A pontuação das frases de Guimarães Rosa também está ligada a esta preocupação lúdica com a linguagem, que lembra o estilo Barroco: trata-se sempre de associar o jogo de palavras aos elementos da narrativa [personagens, narrador, enredo, etc.] Com a pontuação, ele busca um ritmo que só pode ser encontrado na poesia do sertão, na marcha das boiadas, na passagem lenta e imperceptível do tempo, no bater das asas dos periquitos, no balançar sinuoso das folhas do buriti.
Guimarães Rosa é, em conclusão, o criador de uma obra em que elementos da cultura popular e elementos da cultura erudita se mesclam para reinventar a força da linguagem sertaneja e mineira. Conhecedor de pelo menos dezoito idiomas, ao lado das palavras que traz do vocabulário sertanejo há várias construções importadas do latim, do francês, do inglês e do alemão em seus livros. Poucos como ele têm a capacidade de reunir a erudição das reflexões filosóficas à transposição do imaginário popular, sem menosprezar as primeiras, e simplificando o segundo.
Pergunta
1. Em A hora e vez de Augusto Matraga, sabemos que o protagonista passa por uma grande transformação ao longo do conto.
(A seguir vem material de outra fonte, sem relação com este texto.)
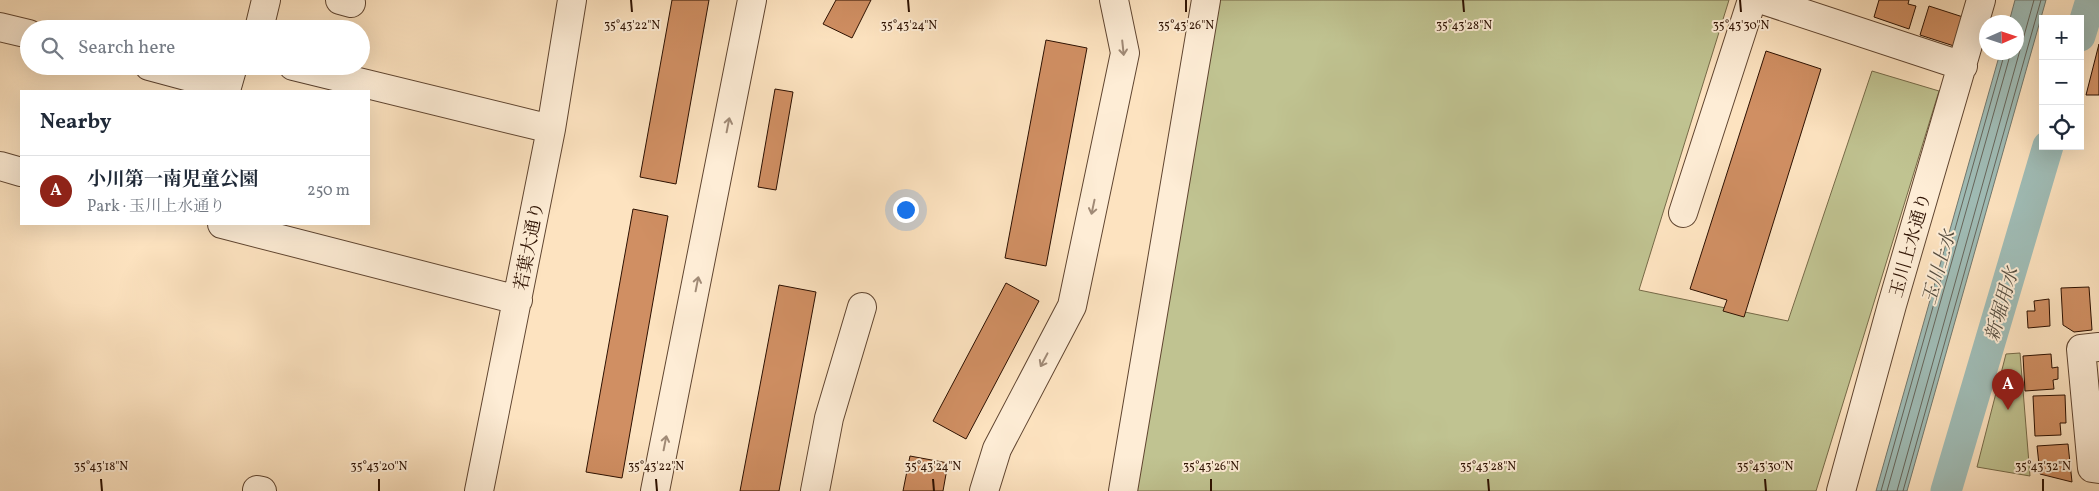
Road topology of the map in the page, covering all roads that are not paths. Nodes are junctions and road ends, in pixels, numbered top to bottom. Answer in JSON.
{"nodes":[{"id":1,"x":266,"y":0,"type":"edge"},
{"id":2,"x":572,"y":0,"type":"edge"},
{"id":3,"x":752,"y":0,"type":"edge"},
{"id":4,"x":1114,"y":0,"type":"edge"},
{"id":5,"x":1206,"y":0,"type":"edge"},
{"id":6,"x":1752,"y":0,"type":"edge"},
{"id":7,"x":1763,"y":0,"type":"edge"},
{"id":8,"x":1980,"y":0,"type":"edge"},
{"id":9,"x":261,"y":20,"type":"edge"},
{"id":10,"x":0,"y":27,"type":"edge"},
{"id":11,"x":20,"y":32,"type":"edge"},
{"id":12,"x":1962,"y":66,"type":"junction"},
{"id":13,"x":182,"y":75,"type":"edge"},
{"id":14,"x":230,"y":75,"type":"edge"},
{"id":15,"x":330,"y":75,"type":"edge"},
{"id":16,"x":551,"y":129,"type":"junction"},
{"id":17,"x":0,"y":166,"type":"edge"},
{"id":18,"x":20,"y":172,"type":"edge"},
{"id":19,"x":1683,"y":213,"type":"dead end"},
{"id":20,"x":226,"y":225,"type":"edge"},
{"id":21,"x":518,"y":300,"type":"junction"},
{"id":22,"x":862,"y":307,"type":"dead end"},
{"id":23,"x":2099,"y":347,"type":"edge"},
{"id":24,"x":2099,"y":470,"type":"edge"},
{"id":25,"x":480,"y":491,"type":"edge"},
{"id":26,"x":655,"y":491,"type":"edge"},
{"id":27,"x":815,"y":491,"type":"edge"},
{"id":28,"x":984,"y":491,"type":"edge"},
{"id":29,"x":1123,"y":491,"type":"edge"},
{"id":30,"x":1841,"y":491,"type":"edge"}],
"edges":[{"from":1,"to":9,"type":"street"},
{"from":2,"to":16,"type":"street","name":"若葉大通り"},
{"from":26,"to":3,"type":"street","one_way":true},
{"from":4,"to":28,"type":"street","one_way":true},
{"from":5,"to":29,"type":"street"},
{"from":6,"to":19,"type":"street"},
{"from":7,"to":12,"type":"street"},
{"from":8,"to":12,"type":"street","name":"玉川上水通り"},
{"from":10,"to":11,"type":"street"},
{"from":12,"to":30,"type":"street","name":"玉川上水通り"},
{"from":13,"to":14,"type":"street"},
{"from":15,"to":16,"type":"street"},
{"from":16,"to":21,"type":"street","name":"若葉大通り"},
{"from":17,"to":18,"type":"street"},
{"from":20,"to":21,"type":"street"},
{"from":21,"to":25,"type":"street","name":"若葉大通り"},
{"from":22,"to":27,"type":"street"},
{"from":23,"to":24,"type":"street"}]}
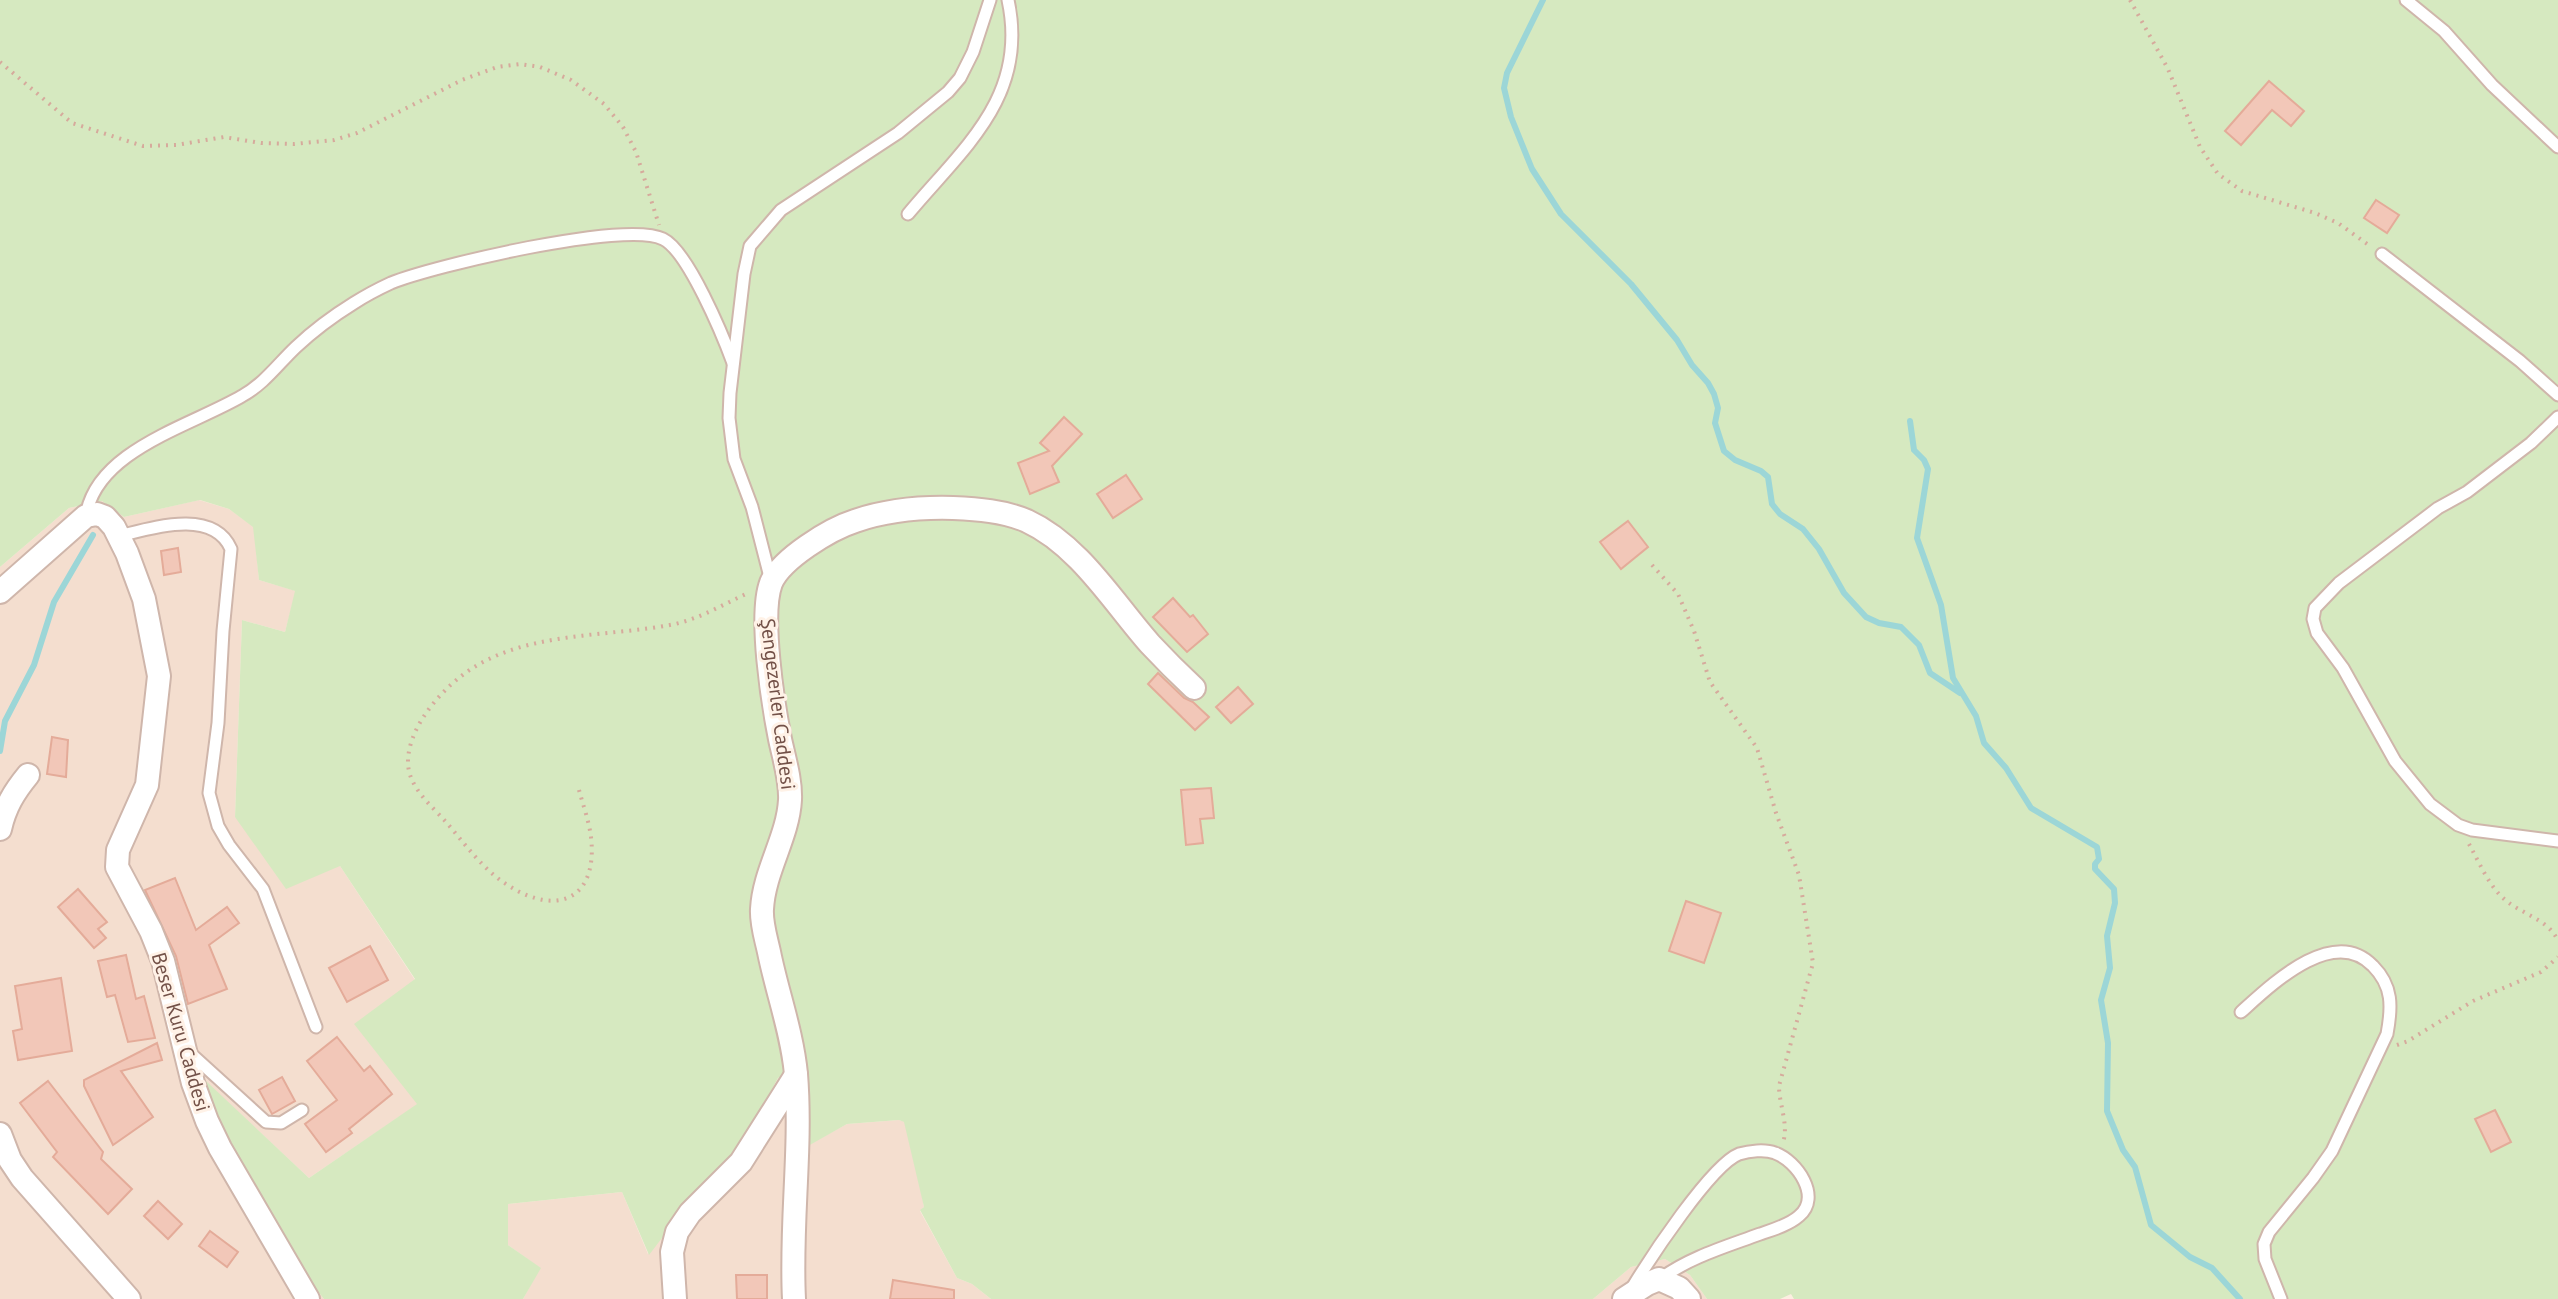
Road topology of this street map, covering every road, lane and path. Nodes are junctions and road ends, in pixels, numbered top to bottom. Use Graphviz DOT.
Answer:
graph roads {
  1 [pos="990,0"];
  2 [pos="1008,0"];
  3 [pos="2130,0"];
  4 [pos="2406,0"];
  5 [pos="0,62"];
  6 [pos="2558,147"];
  7 [pos="908,214"];
  8 [pos="663,239"];
  9 [pos="2382,254"];
  10 [pos="733,363"];
  11 [pos="2558,395"];
  12 [pos="2558,417"];
  13 [pos="86,516"];
  14 [pos="119,536"];
  15 [pos="1652,565"];
  16 [pos="771,582"];
  17 [pos="0,592"];
  18 [pos="1194,688"];
  19 [pos="28,775"];
  20 [pos="579,790"];
  21 [pos="2458,825"];
  22 [pos="0,829"];
  23 [pos="2558,841"];
  24 [pos="2558,941"];
  25 [pos="2558,957"];
  26 [pos="2241,1012"];
  27 [pos="316,1027"];
  28 [pos="183,1046"];
  29 [pos="2380,1049"];
  30 [pos="796,1075"];
  31 [pos="302,1110"];
  32 [pos="0,1134"];
  33 [pos="1776,1153"];
  34 [pos="1659,1279"];
  35 [pos="1626,1297"];
  36 [pos="129,1299"];
  37 [pos="308,1299"];
  38 [pos="675,1299"];
  39 [pos="794,1299"];
  40 [pos="1689,1299"];
  41 [pos="2281,1299"];
  1 -- 10 [label="lane"];
  2 -- 7 [label="lane"];
  3 -- 9 [label="path"];
  4 -- 6 [label="lane"];
  5 -- 8 [label="path"];
  8 -- 10 [label="lane"];
  8 -- 13 [label="lane"];
  9 -- 11 [label="lane"];
  10 -- 16 [label="lane"];
  12 -- 21 [label="lane"];
  13 -- 14 [label="street"];
  13 -- 17 [label="street"];
  14 -- 27 [label="lane"];
  14 -- 28 [label="street, Beser Kuru Caddesi"];
  15 -- 33 [label="path"];
  16 -- 18 [label="street"];
  16 -- 20 [label="path"];
  16 -- 30 [label="street, Şengezerler Caddesi"];
  19 -- 22 [label="street"];
  21 -- 23 [label="lane"];
  21 -- 24 [label="path"];
  25 -- 29 [label="path"];
  26 -- 29 [label="lane"];
  28 -- 31 [label="lane"];
  28 -- 37 [label="street, Beser Kuru Caddesi"];
  29 -- 41 [label="lane"];
  30 -- 38 [label="street"];
  30 -- 39 [label="street, Şengezerler Caddesi"];
  32 -- 36 [label="street"];
  33 -- 34 [label="lane"];
  33 -- 35 [label="lane"];
  34 -- 35 [label="street"];
  34 -- 40 [label="street"];
}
De que transformação se trata e quais as suas consequências para o personagem?
De homem boêmio e violento, que maltratava a mulher, a filha e todas as pessoas que o rodeavam, Augusto Matraga transforma-se num penitente, num pecador em busca de ascese, da conversão ao mundo de Deus. O significado desta transformação é crucial para o contexto geral de Sagarana na medida em que esta obra tematiza exatamente o bem e o mal, o acaso, os milagres, a física, os desencontros e encontros do homem no universo mitológico do sertão.